The dot character means match any character, so .* means zero or more occurrences of any character. You probably mean to use .* rather than just *.
Use grep -P - which enables support for Perl style regular expressions.
grep -P "abc.*def" myfile
The "star sign" is only meaningful if there is something in front of it. If there isn't the tool (grep in this case) may just treat it as an error. For example:
'*xyz' is meaningless
'a*xyz' means zero or more occurrences of 'a' followed by xyz
This worked for me:
grep ".*${expr}" - with double-quotes, preceded by the dot.
Where ${expr} is whatever string you need in the end of the line.
So in your case:
grep ".*abc.*" myFile
Standard unix grep.
The expression you tried, like those that work on the shell command line in Linux for instance, is called a "glob". Glob expressions are not full regular expressions, which is what grep uses to specify strings to look for. Here is (old, small) post about the differences. The glob expressions (as in "ls *") are interpreted by the shell itself.
It's possible to translate from globs to REs, but you typically need to do so in your head.
You're not using regular expressions, so your grep variant of choice should be fgrep, which will behave as you expect it to.
Try grep -E for extended regular expression support
Also take a look at:
The grep man page
'*' works as a modifier for the previous item. So 'abc*def' searches for 'ab' followed by 0 or more 'c's follwed by 'def'.

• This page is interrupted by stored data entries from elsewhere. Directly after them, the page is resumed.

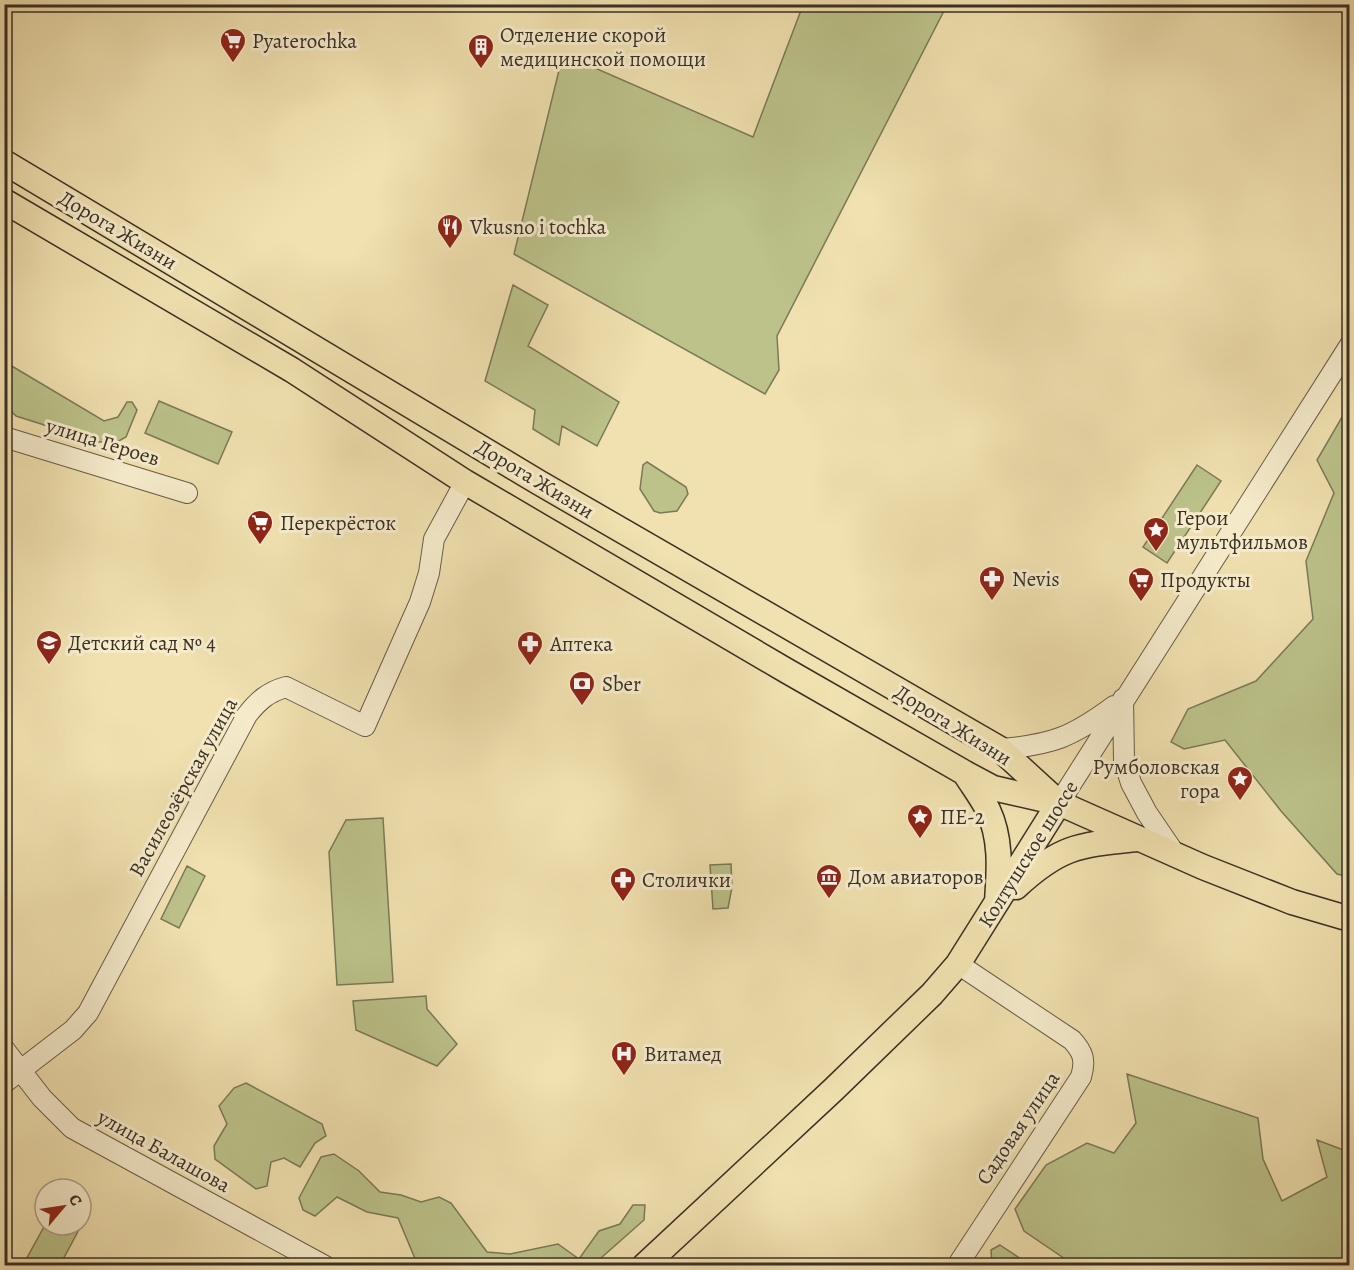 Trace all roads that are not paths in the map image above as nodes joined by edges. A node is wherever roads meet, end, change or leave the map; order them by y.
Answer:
1 (4, 162) edge
2 (4, 201) edge
3 (1350, 345) edge
4 (4, 437) edge
5 (465, 482) junction
6 (187, 493) dead end
7 (1123, 699) junction
8 (1000, 749) junction
9 (965, 773) junction
10 (1059, 803) junction
11 (1138, 838) junction
12 (1177, 857) junction
13 (997, 905) junction
14 (1350, 919) edge
15 (958, 964) junction
16 (4, 1049) edge
17 (21, 1071) junction
18 (4, 1083) edge
19 (325, 1266) edge
20 (644, 1266) edge
21 (957, 1266) edge

1 - 8 main road, Дорога Жизни
2 - 5 main road, Дорога Жизни
3 - 7 street, Колтушское шоссе
4 - 6 street, улица Героев
5 - 9 main road, Дорога Жизни
5 - 17 street, Василеозёрская улица
7 - 8 street
7 - 10 street, Колтушское шоссе
7 - 12 street
8 - 10 main road, Дорога Жизни
9 - 10 main road, Дорога Жизни
9 - 13 main road
10 - 11 main road, Дорога Жизни
10 - 13 main road, Колтушское шоссе
11 - 12 main road, Дорога Жизни
11 - 13 main road
12 - 14 main road, Дорога Жизни
13 - 15 main road, Колтушское шоссе
15 - 20 main road, Колтушское шоссе
15 - 21 street, Садовая улица
16 - 17 street, улица Балашова
17 - 18 street, Василеозёрская улица
17 - 19 street, улица Балашова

What you probably want is 'abc.*def' which searches for 'abc' followed by any number of characters, follwed by 'def'.
This may be the answer you're looking for:
grep abc MyFile | grep def
Only thing is... it will output lines were "def" is before OR after "abc"
$ cat a.txt
123abcd456def798
123456def789
Abc456def798
123aaABc456DEF
* matches the preceding character zero or more times.
$ grep -i "abc*def" a.txt
$
It would match, for instance "abdef" or "abcdef" or "abcccccccccdef". But none of these are in the file, so no match.
. means "match any character" Together with *, .* means match any character any number of times.
$ grep -i "abc.*def" a.txt
123abcd456def798
Abc456def798
123aaABc456DEF
So we get matches.
There are alot of online references about regular expressions, which is what is being used here.
I summarize other answers, and make these examples to understand how the regex and glob work.
There are three files
echo 'abc' > file1
echo '*abc' > file2
echo '*abcc' > file3
Now I execute the same commands for these 3 files, let's see what happen.
(1)
grep '*abc*' file1
As you said, this one return nothing. * wants to repeat something in front of it. For the first *, there is nothing in front of it to repeat, so the system recognize this * just a character *. Because the string in the file is abc, there is no * in the string, so you cannot find it. The second * after c means it repeat c 0 or more times.
(2)
grep '*abc*' file2
This one return *abc, because there is a * in the front, it matches the pattern *abc*.
(3)
grep '*abc*' file3
This one return *abcc because there is a * in the front and 2 c at the tail. so it matches the pattern *abc*
(4)
grep '.*abc.*' file1
This one return abc because .* indicate 0 or more repetition of any character.